The most important branch of trade, in a large empire, must ever be that which is carried on within its own territory, for the consumption of its subjects. The peculiar circumstances have been noticed that make the prosperity of the inhabitants of those countries which are inhabited by the Greek race essentially dependent on commerce. Internal commerce, if it had been left unfettered by restrictions, would probably have saved the Roman empire; but the financial difficulties, caused by the lavish expenditure of Justinian I, induced that emperor to invent a system of monopolies which ultimately threw the trade of the empire into the hands of the free citizens of Venice, Amalfi, and other cities, whom it had compelled to assume independence. Silk, oil, various manufactures, and even grain, were made the subject of monopolies, and temporary restrictions were at times laid on particular branches of trade for the profit of favoured individuals. The traffic in grain between the different provinces of the empire was subjected to onerous, and often arbitrary arrangements; and the difficulties which nature had opposed to the circulation of the necessaries of life, as an incentive to human industry, were increased, and the inequalities of price augmented for the profit of the treasury or the gain of the fiscal officers, until industry was destroyed.

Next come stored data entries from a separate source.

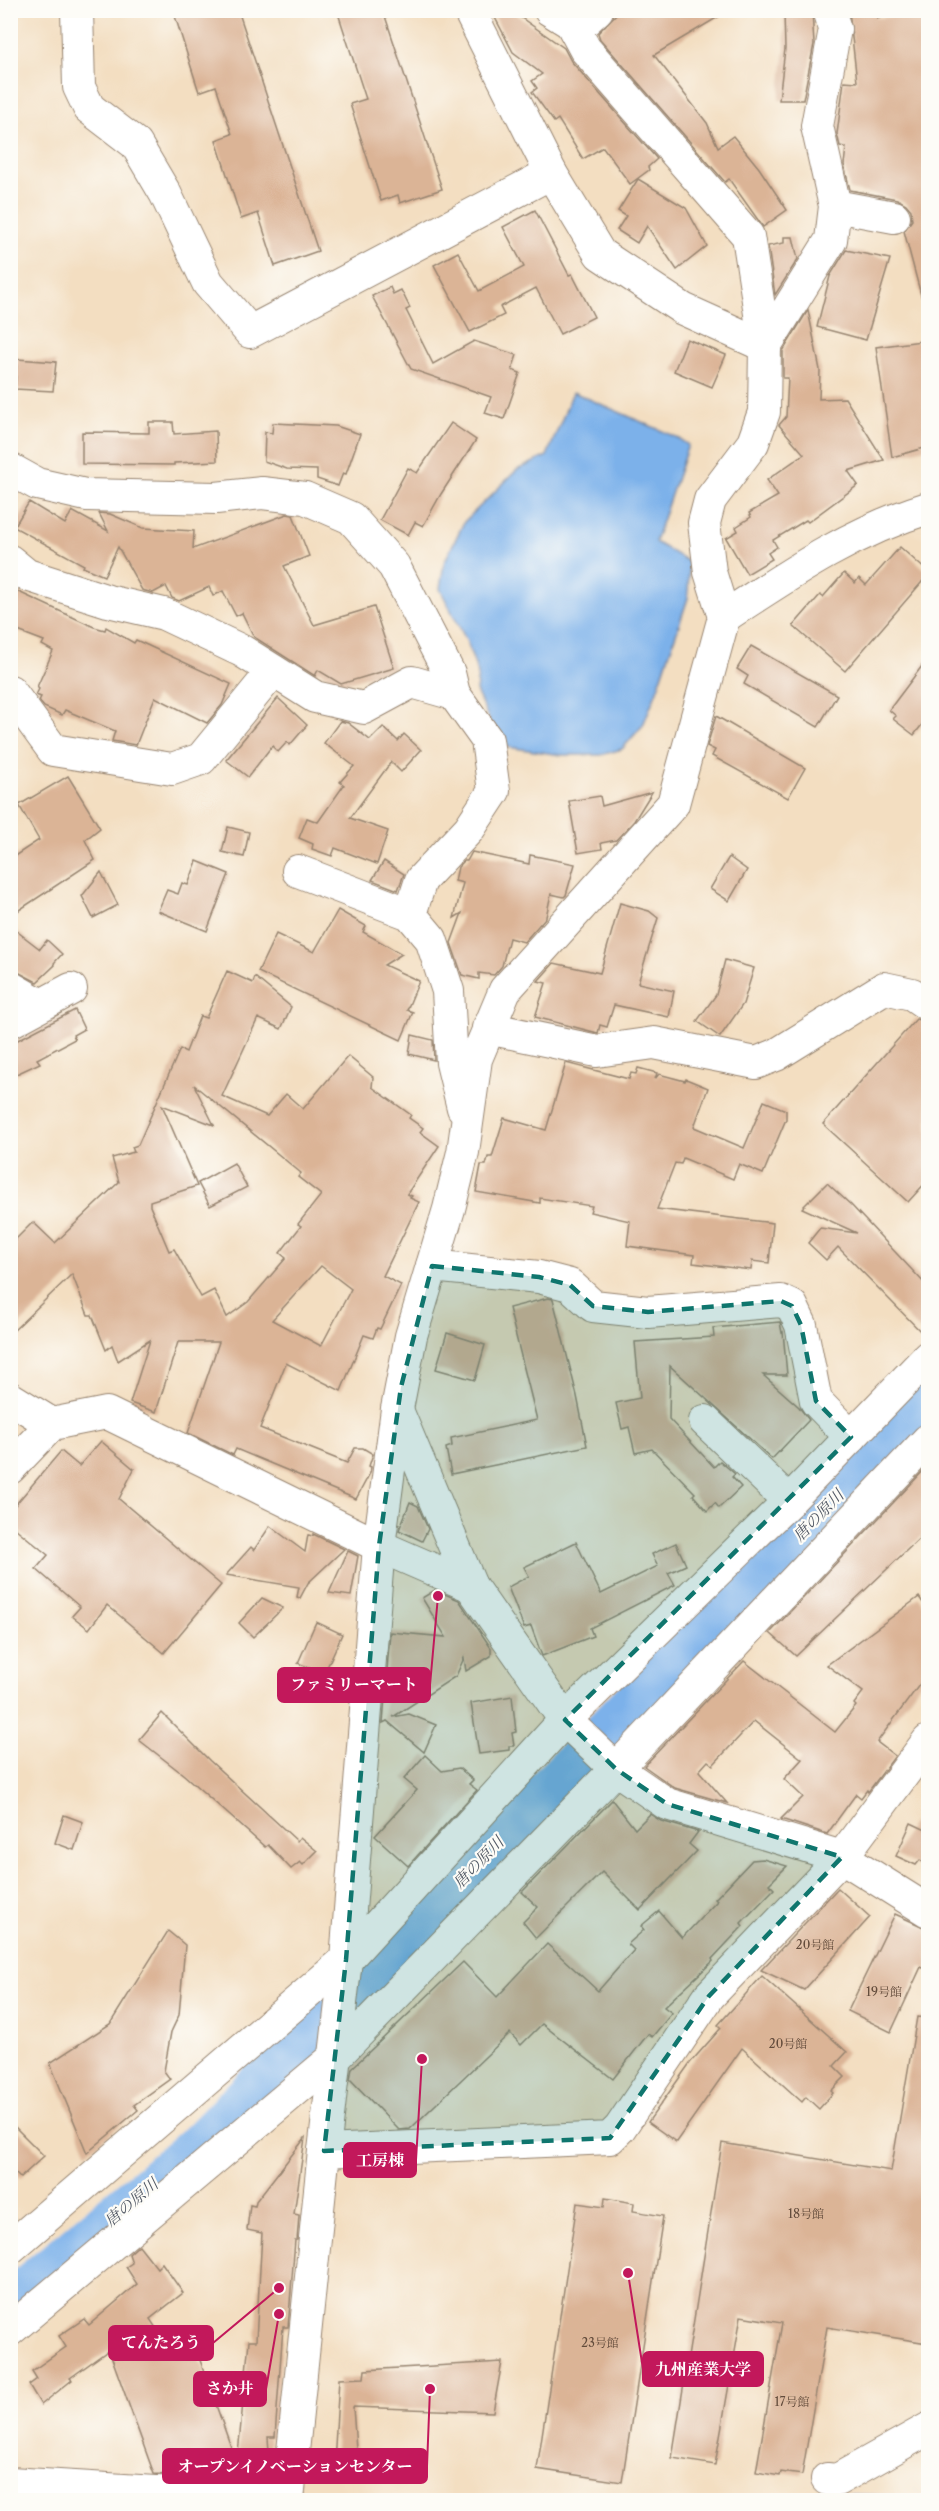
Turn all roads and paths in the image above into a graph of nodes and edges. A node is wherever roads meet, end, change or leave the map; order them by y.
1 (77, 10) edge
2 (469, 10) edge
3 (549, 10) edge
4 (829, 10) edge
5 (586, 20) edge
6 (551, 173) junction
7 (835, 206) junction
8 (894, 217) dead end
9 (765, 346) junction
10 (10, 469) edge
11 (928, 508) edge
12 (10, 561) edge
13 (724, 617) junction
14 (273, 671) junction
15 (10, 691) edge
16 (454, 694) junction
17 (298, 871) dead end
18 (410, 914) junction
19 (10, 987) edge
20 (71, 989) dead end
21 (39, 1004) junction
22 (928, 1005) edge
23 (10, 1022) edge
24 (488, 1028) junction
25 (467, 1124) junction
26 (432, 1266) junction
27 (928, 1358) edge
28 (10, 1398) edge
29 (397, 1409) junction
30 (705, 1421) dead end
31 (52, 1424) junction
32 (851, 1437) junction
33 (928, 1440) edge
34 (10, 1468) edge
35 (789, 1501) junction
36 (379, 1546) junction
37 (471, 1586) junction
38 (570, 1725) junction
39 (928, 1742) edge
40 (609, 1762) junction
41 (842, 1857) junction
42 (928, 1911) edge
43 (345, 1968) junction
44 (336, 2048) junction
45 (324, 2151) junction
46 (10, 2248) edge
47 (10, 2330) edge
48 (928, 2429) edge
49 (827, 2479) dead end
50 (10, 2483) edge
51 (287, 2500) edge

1 - 6 street
2 - 6 street
3 - 5 street
4 - 7 street
5 - 9 street
6 - 9 street
7 - 8 street
7 - 9 street
9 - 13 street
10 - 16 street
11 - 13 street
12 - 14 street
13 - 24 street
14 - 15 street
14 - 16 street
16 - 18 street
17 - 18 street
18 - 25 street
19 - 21 street
20 - 21 street
21 - 23 street
22 - 24 street
24 - 25 street
25 - 26 street
26 - 29 street
26 - 32 street
27 - 32 street
28 - 31 street
29 - 36 street
29 - 37 street
30 - 35 street
31 - 34 street
31 - 36 street
32 - 35 street
33 - 40 street
35 - 38 street
36 - 37 street
36 - 43 street
37 - 38 street
38 - 40 street
38 - 43 street
39 - 41 street
40 - 41 street
40 - 44 street
41 - 42 street
41 - 45 street
43 - 44 street
43 - 46 street
44 - 45 street
44 - 47 street
45 - 51 street
48 - 49 street
50 - 51 street

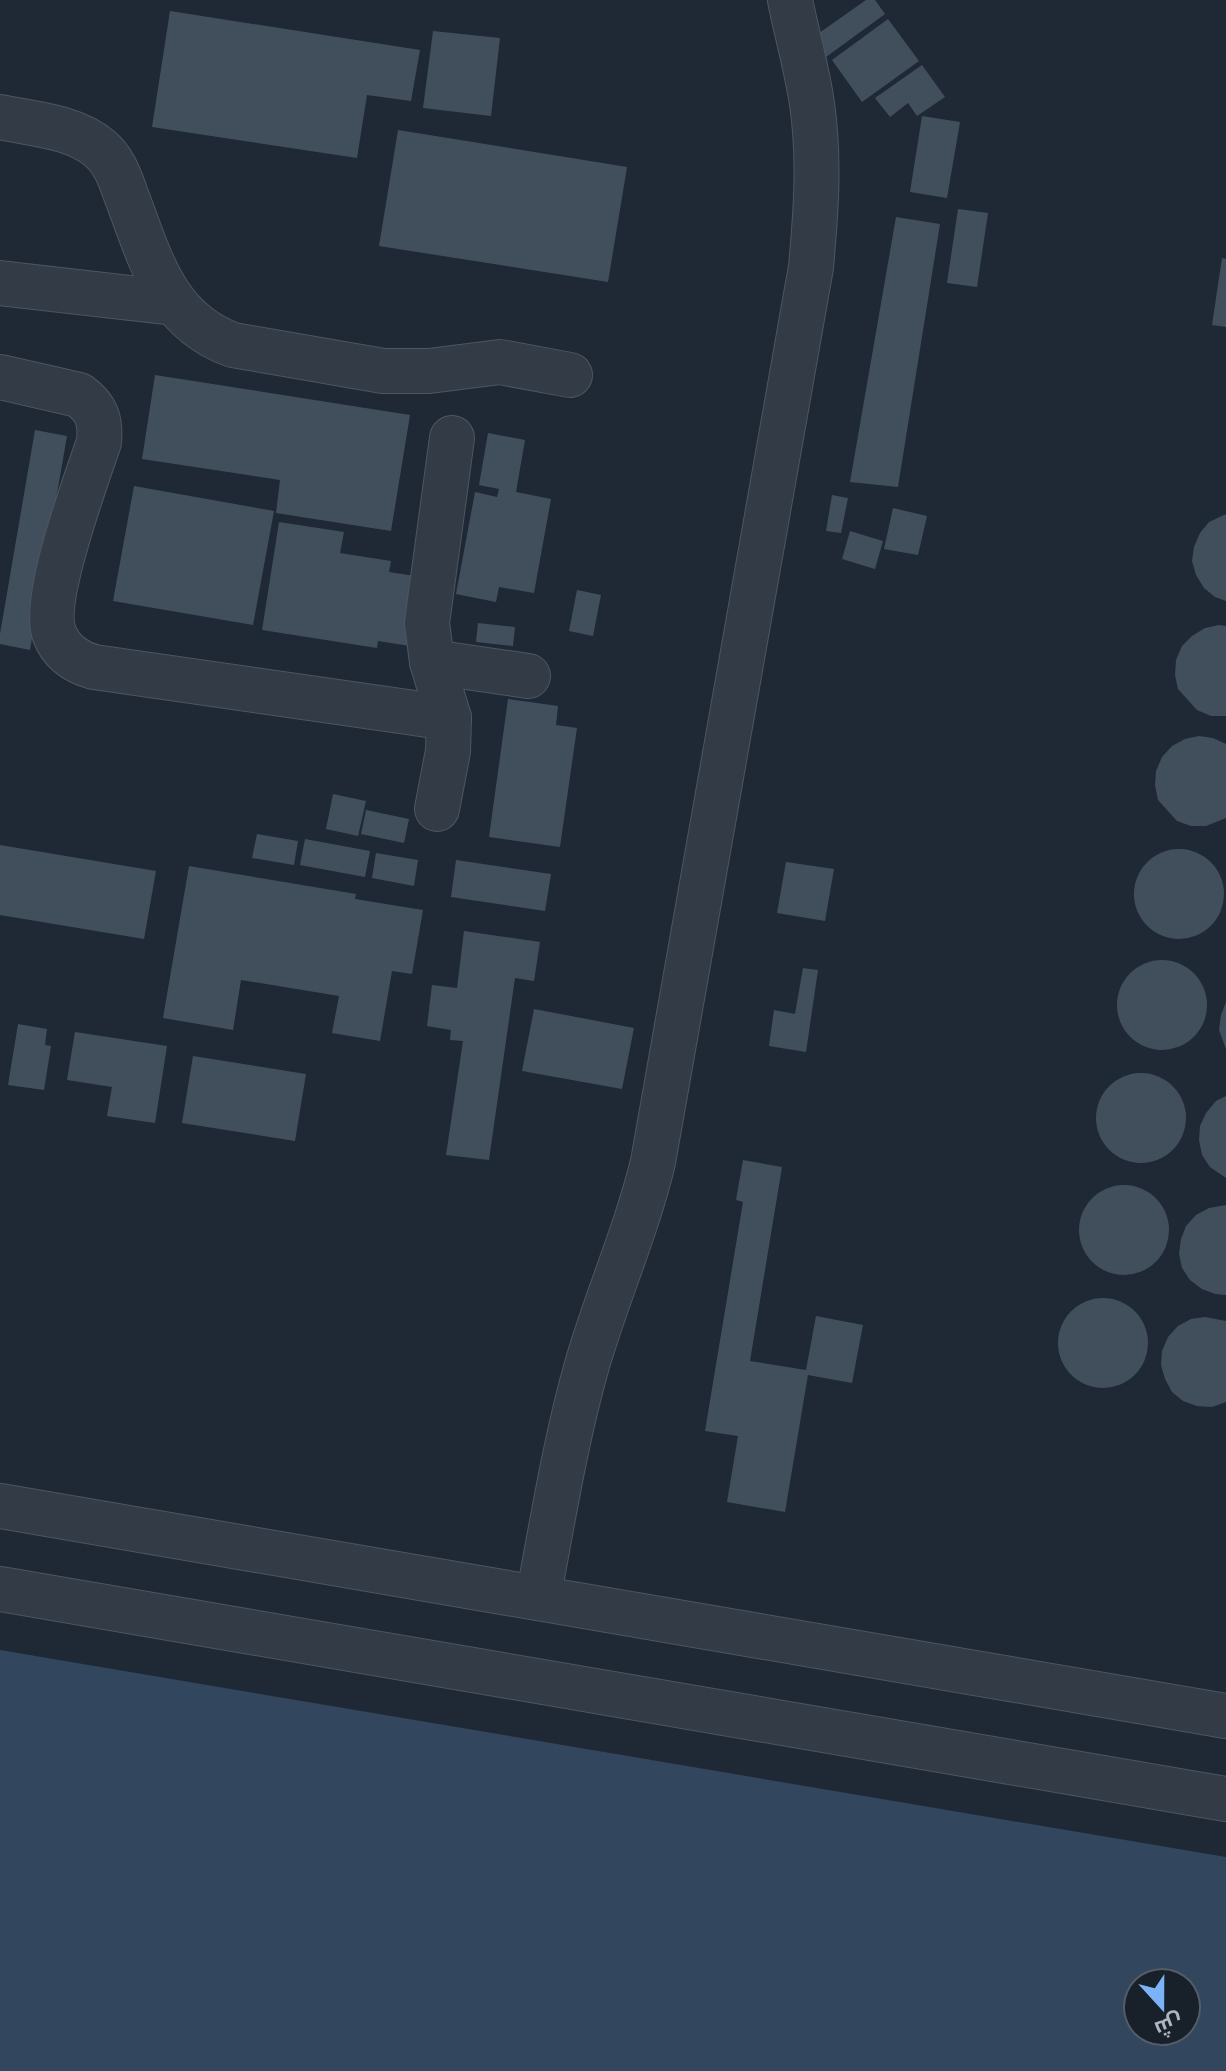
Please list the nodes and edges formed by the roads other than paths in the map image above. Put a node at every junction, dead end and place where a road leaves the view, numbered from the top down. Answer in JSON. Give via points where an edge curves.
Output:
{"nodes":[{"id":1,"x":790,"y":0,"type":"edge"},
{"id":2,"x":0,"y":117,"type":"edge"},
{"id":3,"x":0,"y":283,"type":"edge"},
{"id":4,"x":174,"y":303,"type":"junction"},
{"id":5,"x":570,"y":375,"type":"dead end"},
{"id":6,"x":0,"y":377,"type":"edge"},
{"id":7,"x":452,"y":438,"type":"dead end"},
{"id":8,"x":432,"y":662,"type":"junction"},
{"id":9,"x":528,"y":676,"type":"dead end"},
{"id":10,"x":449,"y":718,"type":"junction"},
{"id":11,"x":437,"y":809,"type":"dead end"},
{"id":12,"x":0,"y":1506,"type":"edge"},
{"id":13,"x":0,"y":1589,"type":"edge"},
{"id":14,"x":538,"y":1598,"type":"junction"},
{"id":15,"x":1226,"y":1716,"type":"edge"},
{"id":16,"x":1226,"y":1799,"type":"edge"}],
"edges":[{"from":1,"to":14,"type":"street","via":[[806,68],[817,159],[811,267],[653,1162],[576,1405]]},
{"from":2,"to":4,"type":"street","via":[[72,133],[100,148],[117,172]]},
{"from":3,"to":4,"type":"street"},
{"from":4,"to":5,"type":"street","via":[[186,318],[233,345],[383,371],[500,362]]},
{"from":6,"to":10,"type":"street","via":[[79,395],[98,414],[99,442],[52,607],[55,635],[70,656],[94,667]]},
{"from":7,"to":8,"type":"street","via":[[427,623]]},
{"from":8,"to":9,"type":"street"},
{"from":8,"to":10,"type":"street"},
{"from":10,"to":11,"type":"street"},
{"from":12,"to":14,"type":"street"},
{"from":13,"to":16,"type":"street"},
{"from":14,"to":15,"type":"street"}]}
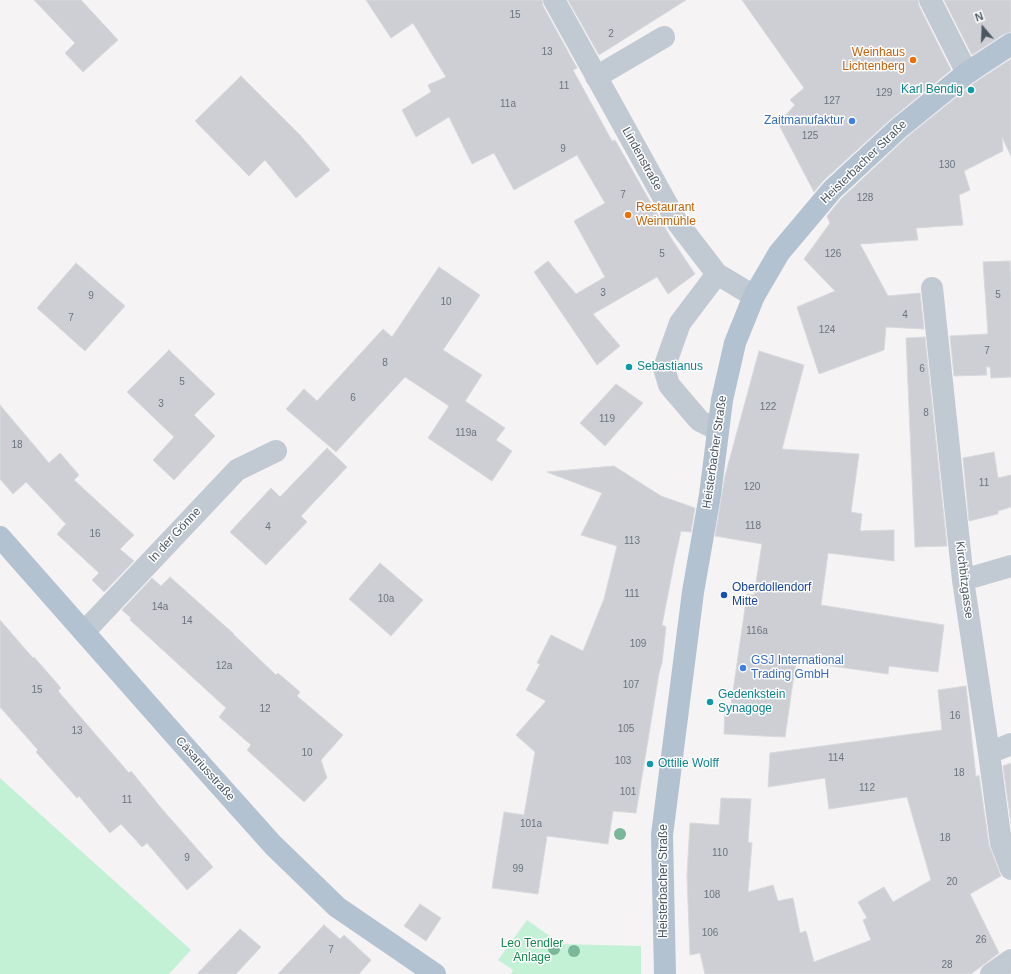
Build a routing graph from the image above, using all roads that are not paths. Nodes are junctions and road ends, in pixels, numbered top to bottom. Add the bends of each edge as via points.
1 (554, 0) edge
2 (930, 0) edge
3 (664, 37) dead end
4 (1011, 44) edge
5 (967, 73) junction
6 (596, 77) junction
7 (717, 274) junction
8 (932, 288) dead end
9 (754, 296) junction
10 (718, 430) junction
11 (276, 451) dead end
12 (0, 537) edge
13 (1011, 566) edge
14 (962, 580) junction
15 (84, 632) junction
16 (1011, 744) edge
17 (989, 752) junction
18 (1011, 869) edge
19 (1011, 960) edge
20 (435, 974) edge
21 (665, 974) edge
22 (991, 974) edge

1 - 6 street, Lindenstraße
2 - 5 street
3 - 6 street
4 - 5 main road, Heisterbacher Straße
5 - 9 main road, Heisterbacher Straße via 898,128 832,190 779,253
6 - 7 street, Lindenstraße via 677,222
7 - 9 street, Lindenstraße
7 - 10 street via 680,323 664,368 669,385 698,419
8 - 14 street, Kirchbitzgasse
9 - 10 main road, Heisterbacher Straße via 735,343
10 - 21 main road, Heisterbacher Straße via 710,495 693,592 662,835
11 - 15 street, In der Gönne via 237,470
12 - 15 main road, Cäsariusstraße
13 - 14 street
14 - 17 street, Kirchbitzgasse
15 - 20 main road, Cäsariusstraße via 278,850 337,907
16 - 17 street
17 - 18 street, Kirchbitzgasse via 1001,843
19 - 22 street

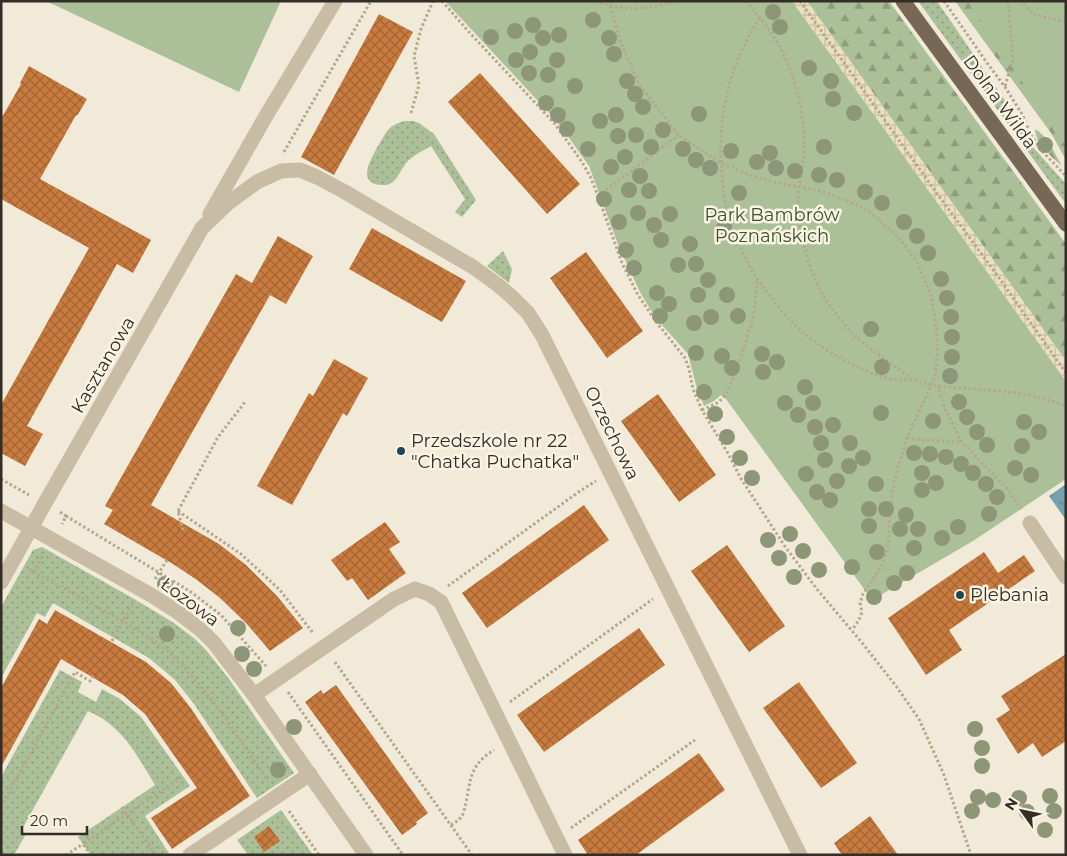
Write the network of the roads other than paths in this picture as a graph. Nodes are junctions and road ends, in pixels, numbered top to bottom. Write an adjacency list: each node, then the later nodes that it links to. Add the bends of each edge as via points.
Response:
1 (335, 1): 5 (street)
2 (904, 1): 4 (main road, Dolna Wilda)
3 (257, 182): 5 (street, Kasztanowa); 16 (street, Orzechowa, via 281,171 300,170 317,177 473,268 498,284 528,312)
4 (1066, 224)
5 (202, 228): 8 (street, Kasztanowa)
6 (1, 511): 8 (street, Łozowa)
7 (1030, 524): 9 (street)
8 (31, 528): 10 (street, Kasztanowa); 11 (street, Łozowa, via 179,613 214,643)
9 (1066, 577)
10 (1, 582)
11 (254, 695): 12 (street, Łozowa); 15 (street, via 394,599 415,589 429,594 441,602)
12 (310, 774): 13 (street); 14 (street, Łozowa)
13 (190, 855)
14 (366, 855)
15 (565, 855)
16 (800, 855)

These monopolies, and the administration which supported them, were naturally odious to the mercantile classes. When it became necessary, in order to retain the Mediterranean trade, to violate the great principle of the empire, that the subjects should neither be intrusted with arms, nor allowed to fit out armed vessels to carry on distant commerce, these armed vessels, whenever they were able to do so with impunity, violated the monopolies and fiscal regulations of the emperors. The independence of the Italian and Dalmatian cities then became a condition of their commercial prosperity. There can be little doubt, that if the Greek commercial classes had been able to escape the superintendence of the imperial administration as easily as the Italians, they, too, would have asserted their independence; for the emperors of Constantinople never viewed the merchants of their dominions in any other light than as a class from whom money was to be obtained in every possible way. This view is common in all absolute governments. An instinctive aversion to the independent position of the commercial classes, joined to a contempt for trade, usually suggests such measures as eventually drive commerce from countries under despotic rule. The little republics of Greece, the free cities of the Syrian coast, Carthage, the republics of Italy, the Hanse towns, Holland, England, and America, all illustrate by their history how much trade is dependent on those free institutions which offer a security against financial oppression; while the Roman empire affords an instructive lesson of the converse.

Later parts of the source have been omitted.